Recently, I saw a number of recommendations from more or less independent sources for 6 Harsh Truths that Will Make You a Better Person by David Wong. Having read it, I found it to be a bunch of half truths that I consider unlikely to work well as advice.
The Cracked article starts out promising that it's good advice for everyone whose life isn't going superbly.
David Wong says he wishes this was advice he'd been given. In other words, he hasn't checked on whether it's advice that works for anyone, nor does he actually know whether this advice would have been good for him back in 1995. I've sent myself an email reminder to post in six months asking about what effect that article has had on anyone's life.
The basic theme of the article is that you're only well-treated for what you bring to other people's lives. You're worthless otherwise.
This is a half-truth. What you bring to other people's lives matters. However, the reason I'm posting about this is that I believe framing the message that way is actively dangerous for depressed people. The thing is, if you don't believe you're worth something no matter what, you won't do the work of making your life better.
I realize not everyone will read the article the same way. It's even possible that I see it as a comprehensive attack because I'm fucked up. However, the article is addressed to what the author believes is fucked up people, so I think some thought should be given to what that audience is like especially since part of the theme of the article is that nothing matters but results. If you're trying to help people live better lives, and the actual result of your effort is to leave some of them in worse shape, perhaps you should be interested in actual effects-- especially if your message is that nothing matters but results.
Part of what was driving that negative self-talk I mentioned above was the feeling that there were huge numbers of people who were enthusiastically despising me, or at least they would if they knew me. This is taking things personally in a way that doesn't make sense, but I do think that contempt is common currency for a lot of bloggers and trolls.
It's true that not having faults isn't enough.

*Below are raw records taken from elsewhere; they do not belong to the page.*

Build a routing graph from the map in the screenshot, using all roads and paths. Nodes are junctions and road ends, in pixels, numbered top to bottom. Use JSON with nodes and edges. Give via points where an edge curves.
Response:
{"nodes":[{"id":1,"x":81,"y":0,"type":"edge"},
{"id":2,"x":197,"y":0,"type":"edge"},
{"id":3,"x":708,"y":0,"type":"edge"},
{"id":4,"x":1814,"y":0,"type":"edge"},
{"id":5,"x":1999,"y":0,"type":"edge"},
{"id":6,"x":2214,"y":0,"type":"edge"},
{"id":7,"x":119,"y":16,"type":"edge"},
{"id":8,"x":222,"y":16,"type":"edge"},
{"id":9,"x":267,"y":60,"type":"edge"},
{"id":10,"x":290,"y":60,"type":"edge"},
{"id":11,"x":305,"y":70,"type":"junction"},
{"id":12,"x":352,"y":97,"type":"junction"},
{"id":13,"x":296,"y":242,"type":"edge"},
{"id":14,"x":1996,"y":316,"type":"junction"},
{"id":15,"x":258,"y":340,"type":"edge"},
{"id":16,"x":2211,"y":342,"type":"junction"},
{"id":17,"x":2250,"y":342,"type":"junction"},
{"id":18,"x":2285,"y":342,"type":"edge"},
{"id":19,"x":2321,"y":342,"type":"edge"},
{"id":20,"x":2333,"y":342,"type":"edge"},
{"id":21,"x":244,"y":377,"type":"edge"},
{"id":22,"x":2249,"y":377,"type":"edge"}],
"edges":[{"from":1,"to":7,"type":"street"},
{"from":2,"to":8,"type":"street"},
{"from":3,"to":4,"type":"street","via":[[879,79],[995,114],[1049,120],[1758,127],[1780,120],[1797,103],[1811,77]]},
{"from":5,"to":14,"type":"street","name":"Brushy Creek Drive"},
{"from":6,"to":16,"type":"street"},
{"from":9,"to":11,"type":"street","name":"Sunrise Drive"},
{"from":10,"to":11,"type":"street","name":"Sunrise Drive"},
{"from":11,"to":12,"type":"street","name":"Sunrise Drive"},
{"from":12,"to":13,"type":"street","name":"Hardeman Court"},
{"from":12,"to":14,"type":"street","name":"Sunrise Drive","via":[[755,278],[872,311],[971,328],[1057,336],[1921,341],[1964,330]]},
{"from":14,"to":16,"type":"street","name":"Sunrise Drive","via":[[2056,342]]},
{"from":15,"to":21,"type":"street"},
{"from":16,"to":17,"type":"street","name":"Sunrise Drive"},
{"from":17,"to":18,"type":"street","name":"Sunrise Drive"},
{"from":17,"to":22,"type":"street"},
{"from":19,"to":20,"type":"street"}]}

"Don't like the prospect of pouring all of that time into a skill? Well, I have good news and bad news. The good news is that the sheer act of practicing will help you come out of your shell -- I got through years of tedious office work because I knew that I was learning a unique skill on the side. People quit because it takes too long to see results, because they can't figure out that the process is the result."
This is false, or at least seriously incomplete. Just grinding leads to some improvement, but actual excellence takes thinking about what you're doing and experimenting to make improvements. For a lot of people, this is even harder than grinding, but it's important to know the difference.
"You Hate Yourself Because You Don't Do Anything"
This is another of those half-truths. Not doing anything can lead to self-hatred, but there are accomplished people who are depressed anyway. This is not a suggestion to give up on doing things, but depression can have mental causes other than inactivity, and it can be a physical problem. Depression may need to be addressed as a separate issue from doing things.
Part of what was making me crazy about the article was that it seemed to have a message of "You're not good enough to be trusted to have any worthwhile motivations. If someone superior kicks you hard enough, maybe you won't be a piece of shit." On a reread and in a calmer state of mind, it doesn't seem quite that bad, but it does seem like more than a bit of a superiority dance.
I'm interested in hearing about times you've given or taken advice (preferably with some information about tone and whether you think it mattered) and it worked at least well enough for the recipient to try it.